The issue is that random disc could have been edited. So there is no way to verify the integrity of the files.
If there is only one backup and say access is lost there goes the original copy to check any random disc against.
The software I support our dev team have a master sheet with all the changes and they have backup copies of the source code in multiple locations.
>sn’t that how modders, emulators, and speedrunners see the code?
Not unless a game has really good mod support. That is to say the devs put systems in place so the modders can see the source code. All thats on the disc is compiled code, which is just instructions for the computer. Things like Move data from 0x000014 to 0x0000216. Not really readable. If you are clever and a ton of time you might be able to work out whats happening at any given point through looking at memory addresses, but thats far from source code and takes a long time.
Losing source code is actually pretty easy because once the game actually ships its not really needed. You compile it into a form that the computer can understand and ship that. If you need more discs you just copy the compiled code.
The original source code was written in a language like C, which has english-like words like “if” and “while”. Variables have names, functions have names, and comments are contained within the source code written by the developers for their own benefit.

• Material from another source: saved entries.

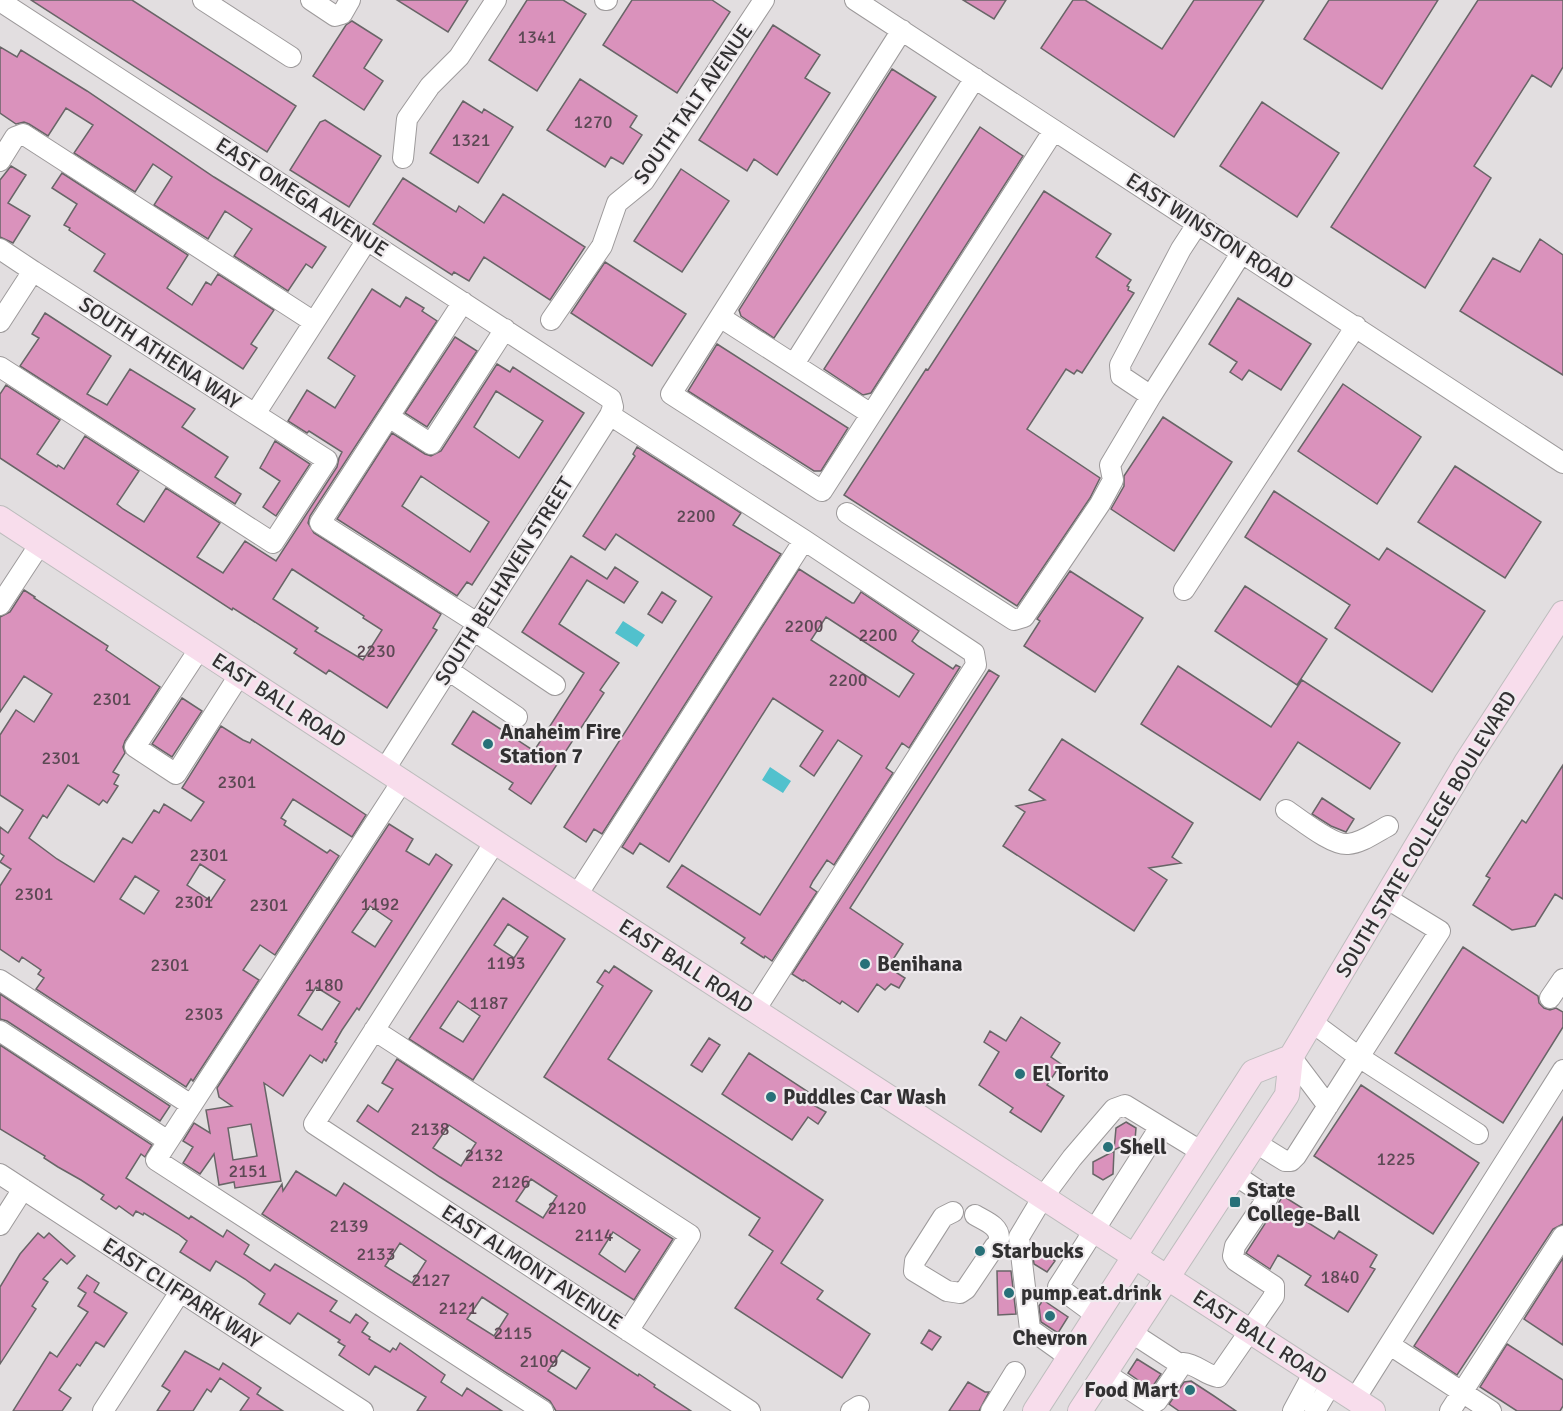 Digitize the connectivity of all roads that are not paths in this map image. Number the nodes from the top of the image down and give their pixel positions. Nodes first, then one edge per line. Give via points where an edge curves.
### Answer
1 (203, 0) edge
2 (310, 0) edge
3 (350, 0) edge
4 (496, 0) edge
5 (764, 0) edge
6 (855, 0) edge
7 (0, 1) edge
8 (902, 30) junction
9 (291, 57) dead end
10 (975, 78) junction
11 (1054, 130) junction
12 (403, 158) dead end
13 (0, 161) edge
14 (1198, 223) junction
15 (368, 240) junction
16 (0, 249) edge
17 (1242, 252) junction
18 (33, 271) junction
19 (463, 302) junction
20 (720, 317) junction
21 (551, 320) dead end
22 (0, 322) edge
23 (314, 322) junction
24 (1356, 326) junction
25 (505, 329) junction
26 (794, 364) junction
27 (0, 367) edge
28 (1151, 396) junction
29 (255, 414) junction
30 (871, 414) junction
31 (610, 415) junction
32 (389, 417) junction
33 (1563, 463) edge
34 (847, 513) dead end
35 (0, 519) edge
36 (804, 540) junction
37 (40, 544) junction
38 (1184, 590) dead end
39 (0, 605) edge
40 (1563, 613) edge
41 (475, 627) junction
42 (200, 648) junction
43 (447, 670) junction
44 (240, 674) junction
45 (555, 685) dead end
46 (517, 717) dead end
47 (394, 775) junction
48 (1286, 810) dead end
49 (1388, 826) dead end
50 (495, 842) junction
51 (577, 895) junction
52 (1386, 898) junction
53 (1563, 979) edge
54 (0, 980) edge
55 (1550, 998) dead end
56 (755, 1010) junction
57 (1313, 1023) junction
58 (374, 1030) junction
59 (0, 1031) edge
60 (1292, 1057) junction
61 (1359, 1057) junction
62 (1563, 1070) edge
63 (191, 1105) junction
64 (1328, 1106) junction
65 (1160, 1127) junction
66 (1478, 1134) dead end
67 (168, 1142) junction
68 (1256, 1143) junction
69 (1202, 1152) junction
70 (0, 1174) edge
71 (1235, 1175) junction
72 (23, 1190) junction
73 (1043, 1197) junction
74 (953, 1212) dead end
75 (975, 1215) dead end
76 (0, 1225) edge
77 (1094, 1230) junction
78 (1563, 1236) edge
79 (1134, 1256) junction
80 (1168, 1278) junction
81 (1058, 1287) junction
82 (180, 1292) junction
83 (1026, 1293) junction
84 (1096, 1315) junction
85 (628, 1331) junction
86 (1251, 1332) junction
87 (1132, 1333) junction
88 (1390, 1345) junction
89 (1069, 1357) junction
90 (1181, 1365) junction
91 (1015, 1372) dead end
92 (1106, 1374) junction
93 (1323, 1378) junction
94 (337, 1404) edge
95 (1476, 1404) edge
96 (1364, 1405) edge
97 (103, 1411) edge
98 (363, 1411) edge
99 (543, 1411) edge
100 (750, 1411) edge
101 (991, 1411) edge
102 (1035, 1411) edge
103 (1080, 1411) edge
104 (1293, 1411) edge
105 (1315, 1411) edge
106 (1450, 1411) edge

1 - 9 street
2 - 3 street via 335,16 342,14
4 - 12 street via 459,57 407,119
5 - 21 street, SOUTH TALT AVENUE via 644,181 617,203 602,246
6 - 8 street, EAST WINSTON ROAD
7 - 15 street, EAST OMEGA AVENUE
8 - 10 street, EAST WINSTON ROAD
8 - 20 street
10 - 11 street, EAST WINSTON ROAD
10 - 26 street
11 - 14 street, EAST WINSTON ROAD
11 - 30 street
13 - 23 street via 15,137 22,134
14 - 17 street, EAST WINSTON ROAD
14 - 28 street via 1120,365 1121,376
15 - 19 street, EAST OMEGA AVENUE
15 - 23 street, SOUTH ATHENA WAY
16 - 18 street, SOUTH ATHENA WAY
17 - 24 street, EAST WINSTON ROAD
17 - 28 street
18 - 22 street
18 - 29 street, SOUTH ATHENA WAY
19 - 25 street, EAST OMEGA AVENUE
19 - 32 street
20 - 26 street
20 - 30 street via 671,394 822,490
23 - 29 street, SOUTH ATHENA WAY
24 - 33 street, EAST WINSTON ROAD
24 - 38 street
25 - 31 street, EAST OMEGA AVENUE via 604,393 611,399
25 - 32 street via 431,444
26 - 30 street
27 - 29 street via 273,543 327,460
28 - 34 street via 1110,465 1113,480 1104,496 1024,617 1014,620
31 - 36 street
31 - 41 street, SOUTH BELHAVEN STREET
32 - 41 street via 320,523
35 - 37 main road, EAST BALL ROAD
36 - 51 street
36 - 56 street via 974,653 976,665
37 - 39 street
37 - 42 main road, EAST BALL ROAD
40 - 52 main road, SOUTH STATE COLLEGE BOULEVARD
41 - 43 street, SOUTH BELHAVEN STREET
41 - 45 street
42 - 44 main road, EAST BALL ROAD
42 - 44 street via 135,747 176,774
43 - 46 street
43 - 47 street, SOUTH BELHAVEN STREET
44 - 47 main road, EAST BALL ROAD
47 - 50 main road, EAST BALL ROAD
47 - 63 street, SOUTH BELHAVEN STREET
48 - 49 street via 1337,843 1356,842
50 - 51 main road, EAST BALL ROAD
50 - 58 street
51 - 56 main road, EAST BALL ROAD
52 - 57 main road, SOUTH STATE COLLEGE BOULEVARD
52 - 61 street via 1440,931
53 - 55 street
54 - 63 street
56 - 73 main road, EAST BALL ROAD
57 - 60 main road, SOUTH STATE COLLEGE BOULEVARD
57 - 61 street
58 - 85 street, EAST ALMONT AVENUE via 314,1124
58 - 85 street via 690,1235
59 - 67 street
60 - 64 street
60 - 68 main road, SOUTH STATE COLLEGE BOULEVARD via 1287,1095
60 - 69 main road via 1253,1072
61 - 64 street
61 - 66 street
62 - 88 street
63 - 67 street, SOUTH BELHAVEN STREET
64 - 68 street via 1291,1161
65 - 69 street
65 - 73 street via 1125,1105 1114,1109
65 - 77 street
67 - 99 street, SOUTH BELHAVEN STREET via 156,1160
68 - 71 main road, SOUTH STATE COLLEGE BOULEVARD
69 - 79 main road
70 - 72 street, EAST CLIFPARK WAY
71 - 80 main road, SOUTH STATE COLLEGE BOULEVARD
71 - 86 street via 1268,1197 1235,1246 1233,1256 1274,1286 1274,1296
72 - 76 street
72 - 82 street, EAST CLIFPARK WAY
73 - 77 main road, EAST BALL ROAD
73 - 83 street via 1019,1237
74 - 75 street via 943,1217 915,1261 914,1271 947,1291 960,1293 1000,1234
77 - 79 main road, EAST BALL ROAD
77 - 81 street
78 - 95 street
79 - 80 main road, EAST BALL ROAD
79 - 84 main road
80 - 86 main road, EAST BALL ROAD
80 - 87 main road, SOUTH STATE COLLEGE BOULEVARD
81 - 83 street
81 - 84 street
82 - 94 street, EAST CLIFPARK WAY
82 - 97 street
83 - 89 street via 1030,1329
84 - 89 main road
85 - 100 street, EAST ALMONT AVENUE
86 - 90 street via 1218,1377 1192,1364
86 - 93 main road, EAST BALL ROAD
87 - 90 street
87 - 92 main road, SOUTH STATE COLLEGE BOULEVARD
88 - 95 street
88 - 96 street
89 - 102 main road
90 - 92 street via 1152,1404
91 - 101 street
92 - 103 main road, SOUTH STATE COLLEGE BOULEVARD
93 - 96 main road, EAST BALL ROAD
93 - 104 street
93 - 105 street
94 - 98 street, EAST CLIFPARK WAY
95 - 106 street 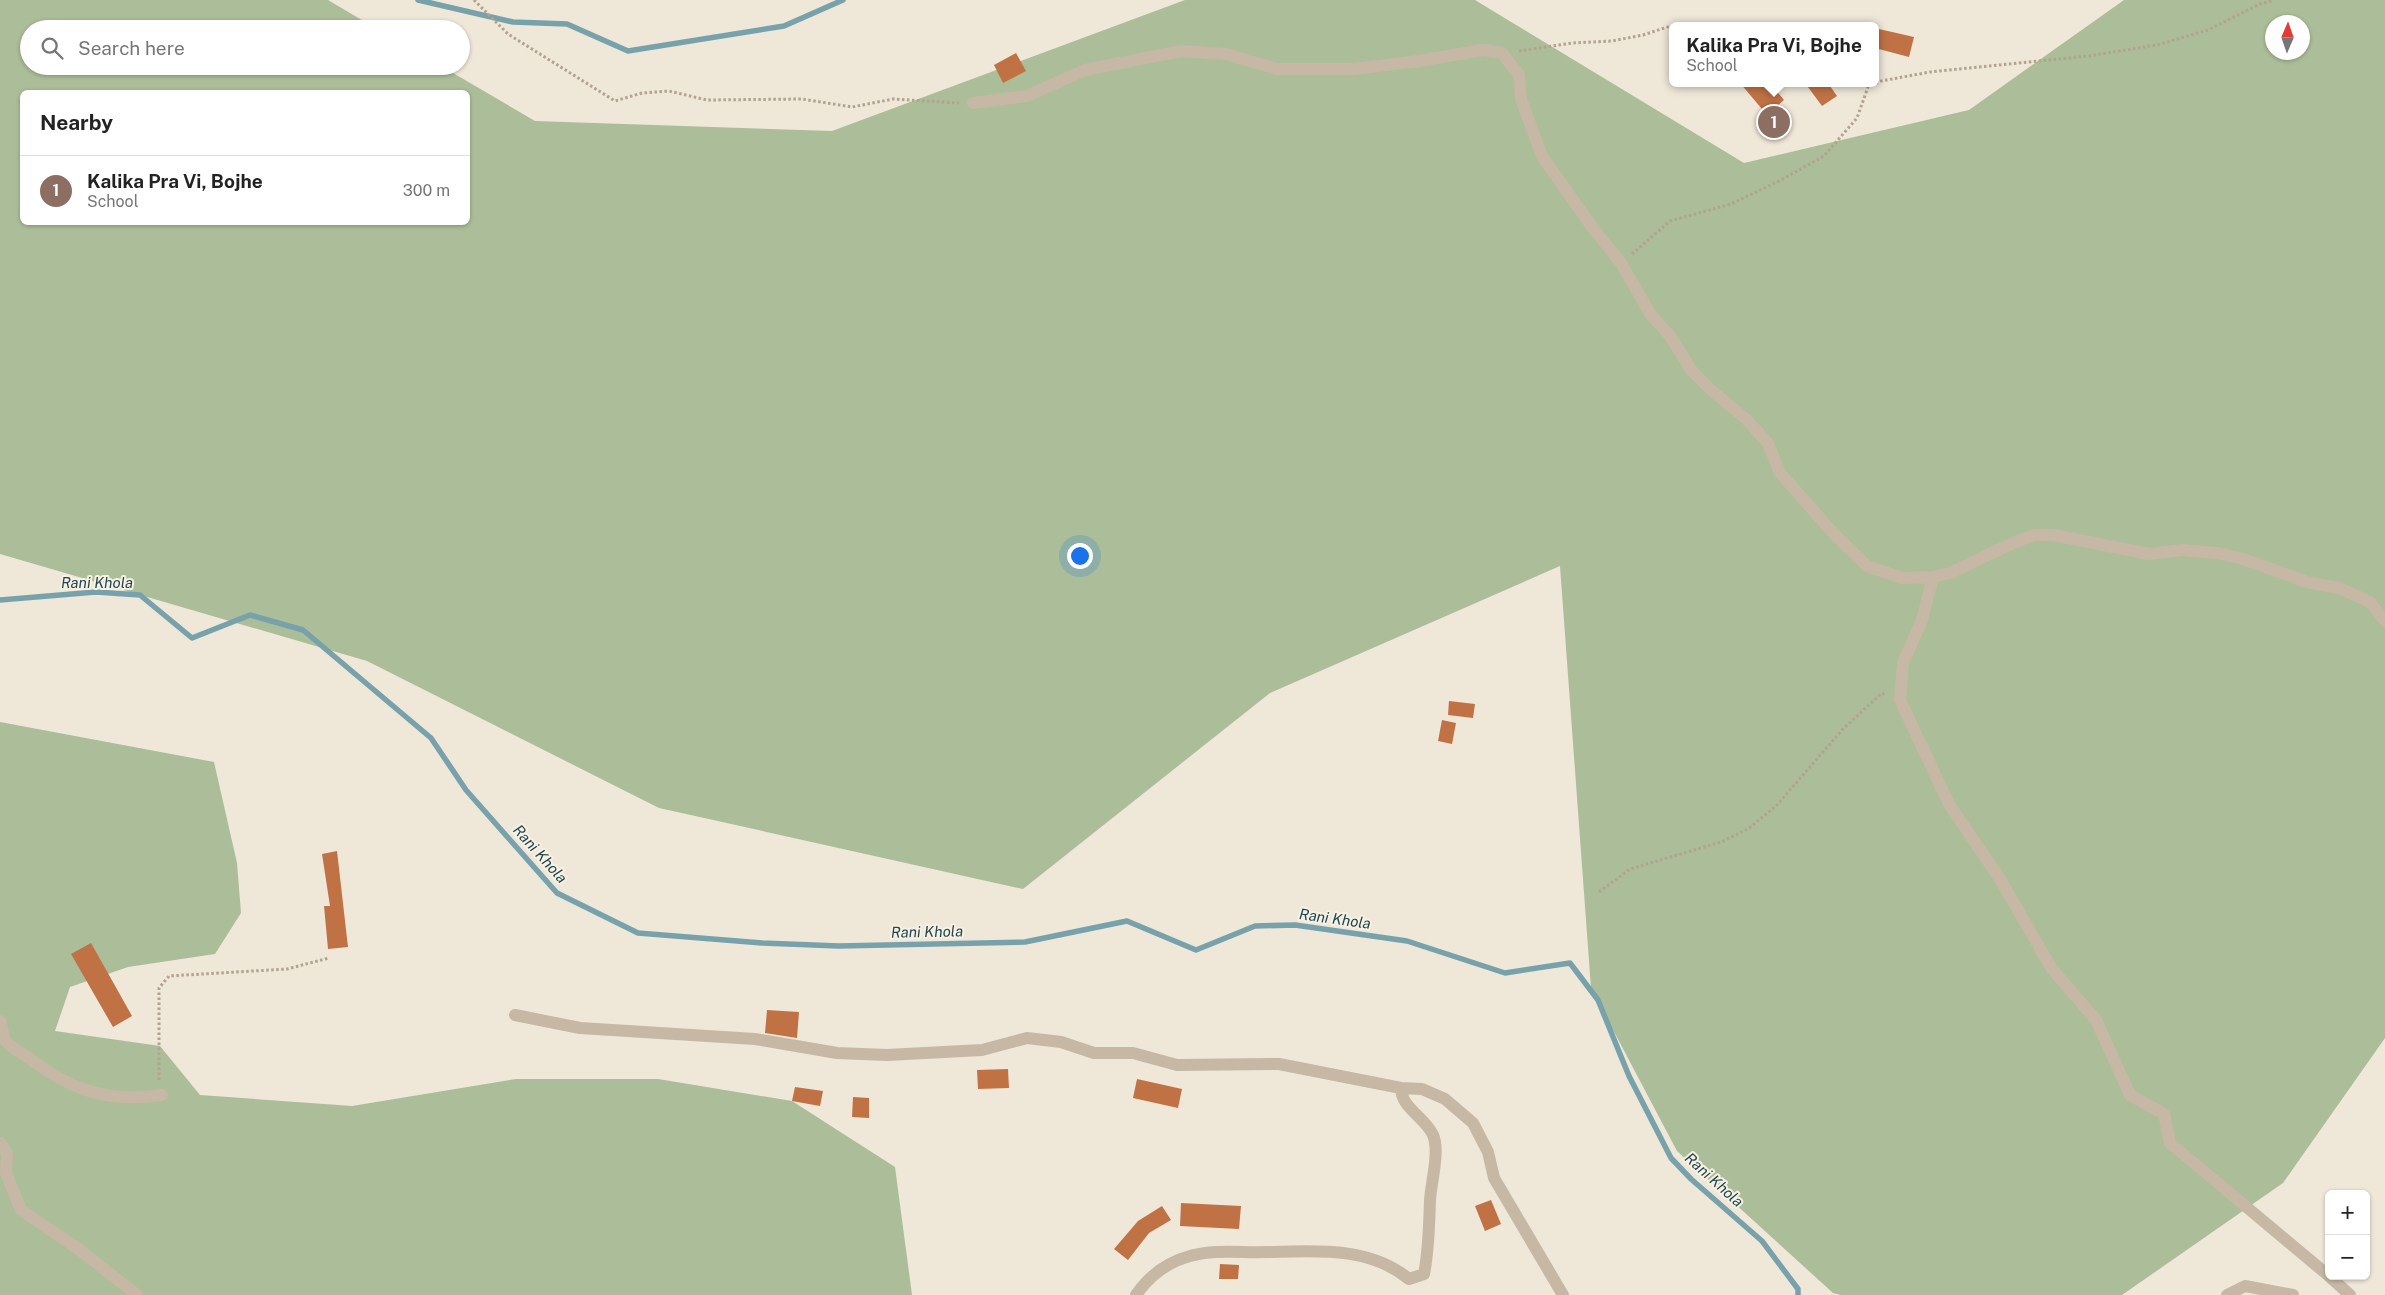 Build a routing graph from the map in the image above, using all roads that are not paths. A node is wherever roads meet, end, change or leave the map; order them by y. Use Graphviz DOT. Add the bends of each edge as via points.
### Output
graph roads {
  1 [pos="973,103"];
  2 [pos="1933,577"];
  3 [pos="2385,621"];
  4 [pos="515,1015"];
  5 [pos="0,1021"];
  6 [pos="1401,1088"];
  7 [pos="162,1095"];
  8 [pos="0,1143"];
  9 [pos="2325,1273"];
  10 [pos="2333,1280"];
  11 [pos="137,1295"];
  12 [pos="1136,1295"];
  13 [pos="1563,1295"];
  14 [pos="2227,1295"];
  15 [pos="2293,1295"];
  16 [pos="2350,1295"];
  1 -- 2 [label="street" via="1027,96 1085,70 1181,50 1226,54 1277,69 1354,69 1483,50 1502,54 1519,75 1521,99 1542,156 1621,263 1651,315 1670,336 1692,371 1768,442 1780,473 1836,536 1868,566 1902,578"];
  2 -- 3 [label="street" via="1950,573 2034,535 2053,535 2149,554 2182,550 2243,559 2307,582 2339,588 2370,602"];
  2 -- 9 [label="street" via="1922,620 1903,663 1900,700 1949,804 2000,879 2052,969 2096,1020 2130,1095 2164,1114 2170,1143"];
  4 -- 6 [label="street" via="580,1028 755,1039 837,1053 887,1055 982,1050 1027,1038 1061,1042 1094,1053 1133,1053 1177,1065 1279,1064"];
  5 -- 7 [label="street" via="6,1042 45,1070 84,1091 134,1097"];
  6 -- 12 [label="street" via="1401,1098 1433,1136 1435,1160 1424,1274 1409,1279 1400,1271 1361,1255 1313,1250 1220,1252 1190,1256 1164,1266 1142,1285"];
  6 -- 13 [label="street" via="1422,1089 1445,1099 1472,1123 1488,1152 1494,1178"];
  8 -- 11 [label="street" via="7,1153 6,1173 22,1210"];
  10 -- 16 [label="street"];
  14 -- 15 [label="street" via="2245,1286"];
}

The original game disks contain machine code. CPUs run instructions that are a sequence of really fundamental operations like “load from RAM”, “add value”, “go to” and so on. Variables have numerical addresses, functions have numerical addresses, the comments are gone, and the conversion process (run by a program called a compiler) has free license to tweak the code how it sees fit for the benefit of the quirks and styles of the PS2’s CPU.
While decompilers do exist, all the nuance and substance of the original game source code is long gone, leaving you to figure out what this variable means and what this loop actually does, multiplied by a few thousand of them, all over the game code. It’s not a fun time.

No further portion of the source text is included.